Speaking of nonprofits, Google's end of the deal is that Minnesota's small businesses will get one free year of website hosting from the California behemoth. Earlier this month, at a conference in St. Paul, 900 local businesses took them up on that offer, MPR reports.

The national numbers Google provides are pretty staggering: Something like 97 of Americans look online for products or services, but 59 percent of small businesses don't have a web presence. This sounds like a great recipe to make small businesses into tiny businesses.

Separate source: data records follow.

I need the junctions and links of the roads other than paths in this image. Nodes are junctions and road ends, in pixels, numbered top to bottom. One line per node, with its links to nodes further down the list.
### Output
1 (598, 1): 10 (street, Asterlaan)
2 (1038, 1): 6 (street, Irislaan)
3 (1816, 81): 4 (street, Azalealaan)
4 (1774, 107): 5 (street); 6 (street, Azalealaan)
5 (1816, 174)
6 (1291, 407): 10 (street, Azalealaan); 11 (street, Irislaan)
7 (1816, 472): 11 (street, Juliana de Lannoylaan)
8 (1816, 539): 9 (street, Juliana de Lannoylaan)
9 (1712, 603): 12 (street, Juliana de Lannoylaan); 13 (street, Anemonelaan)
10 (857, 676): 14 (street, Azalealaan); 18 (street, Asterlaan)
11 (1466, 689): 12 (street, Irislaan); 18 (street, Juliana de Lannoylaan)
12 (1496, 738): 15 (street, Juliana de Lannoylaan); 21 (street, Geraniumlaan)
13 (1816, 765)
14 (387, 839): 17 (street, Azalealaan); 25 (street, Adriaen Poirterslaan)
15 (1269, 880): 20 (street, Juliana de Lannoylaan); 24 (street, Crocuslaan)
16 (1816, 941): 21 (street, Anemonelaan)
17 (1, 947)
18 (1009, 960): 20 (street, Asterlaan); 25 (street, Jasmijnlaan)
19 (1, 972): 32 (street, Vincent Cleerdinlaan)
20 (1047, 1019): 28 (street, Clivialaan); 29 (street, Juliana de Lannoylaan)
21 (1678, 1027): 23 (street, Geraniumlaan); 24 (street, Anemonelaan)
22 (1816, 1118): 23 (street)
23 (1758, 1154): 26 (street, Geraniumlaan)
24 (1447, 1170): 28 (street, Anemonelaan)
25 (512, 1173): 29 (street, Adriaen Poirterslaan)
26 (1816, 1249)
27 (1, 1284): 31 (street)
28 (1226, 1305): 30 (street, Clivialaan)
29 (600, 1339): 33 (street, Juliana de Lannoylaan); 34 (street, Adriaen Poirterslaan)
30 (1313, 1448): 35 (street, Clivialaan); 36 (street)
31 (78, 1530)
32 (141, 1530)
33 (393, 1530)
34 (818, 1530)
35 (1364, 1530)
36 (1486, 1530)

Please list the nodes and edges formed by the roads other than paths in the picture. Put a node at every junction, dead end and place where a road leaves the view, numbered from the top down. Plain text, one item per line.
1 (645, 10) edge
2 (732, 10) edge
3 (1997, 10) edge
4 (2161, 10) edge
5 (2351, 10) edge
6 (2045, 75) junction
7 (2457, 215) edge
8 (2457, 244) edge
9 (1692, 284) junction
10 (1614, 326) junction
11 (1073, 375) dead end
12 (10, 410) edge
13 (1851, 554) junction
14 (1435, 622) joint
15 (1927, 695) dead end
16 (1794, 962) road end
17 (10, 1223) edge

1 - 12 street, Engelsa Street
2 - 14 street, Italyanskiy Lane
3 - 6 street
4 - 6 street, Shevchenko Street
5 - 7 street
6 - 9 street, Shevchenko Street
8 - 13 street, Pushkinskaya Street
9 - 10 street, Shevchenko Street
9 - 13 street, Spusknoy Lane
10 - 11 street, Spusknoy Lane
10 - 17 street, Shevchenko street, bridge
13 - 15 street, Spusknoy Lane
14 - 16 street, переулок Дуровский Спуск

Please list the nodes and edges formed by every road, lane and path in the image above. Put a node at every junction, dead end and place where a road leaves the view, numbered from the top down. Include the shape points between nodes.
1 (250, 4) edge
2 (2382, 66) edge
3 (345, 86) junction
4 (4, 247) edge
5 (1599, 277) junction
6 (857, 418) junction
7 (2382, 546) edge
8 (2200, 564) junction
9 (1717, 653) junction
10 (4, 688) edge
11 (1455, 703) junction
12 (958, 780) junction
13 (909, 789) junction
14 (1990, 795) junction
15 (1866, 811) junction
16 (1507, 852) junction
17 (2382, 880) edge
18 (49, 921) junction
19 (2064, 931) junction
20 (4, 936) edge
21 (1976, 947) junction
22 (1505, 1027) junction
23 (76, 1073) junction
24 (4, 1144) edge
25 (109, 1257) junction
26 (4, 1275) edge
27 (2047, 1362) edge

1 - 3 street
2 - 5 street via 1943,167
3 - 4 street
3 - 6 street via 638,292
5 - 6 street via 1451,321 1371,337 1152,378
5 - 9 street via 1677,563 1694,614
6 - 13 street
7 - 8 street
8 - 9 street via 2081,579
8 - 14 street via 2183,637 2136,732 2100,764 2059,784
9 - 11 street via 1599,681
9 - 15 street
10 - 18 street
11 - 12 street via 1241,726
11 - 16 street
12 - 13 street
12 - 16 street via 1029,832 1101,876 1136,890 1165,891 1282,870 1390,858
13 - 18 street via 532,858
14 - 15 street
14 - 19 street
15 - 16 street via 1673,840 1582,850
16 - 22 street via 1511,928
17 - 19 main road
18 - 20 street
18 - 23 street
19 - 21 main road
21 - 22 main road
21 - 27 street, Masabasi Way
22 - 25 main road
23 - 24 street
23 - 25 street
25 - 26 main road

So, Google's asking them to cast out into the darkness, taking Google's hand and believing in CEO Eric Schmidt's strong assertion -- "I think so," he said -- that its search results are fair.

Steve Grove, head of news and politics at Google and Youtube -- man that sounds like an important job -- told MPR that a lot of reluctant business owners think that getting their stuff online will be too expensive or too complicated.

"People think, 'Oh, I need to have like a special IT guy' or 'I need to know how to write computer code in order to get on the web,'" Grove said. "But in fact it's actually super easy."

Oh, no. Is this going to be like when your grandparents got an answering machine? Are the small businesses of Minnesota now going to flood Google's search results with a ton of websites called "Website name here" and "Peggie's Venison Jerky Website name here"?

Come on, small businesses. Minnesota's got a good reputation online. Don't screw this up for us.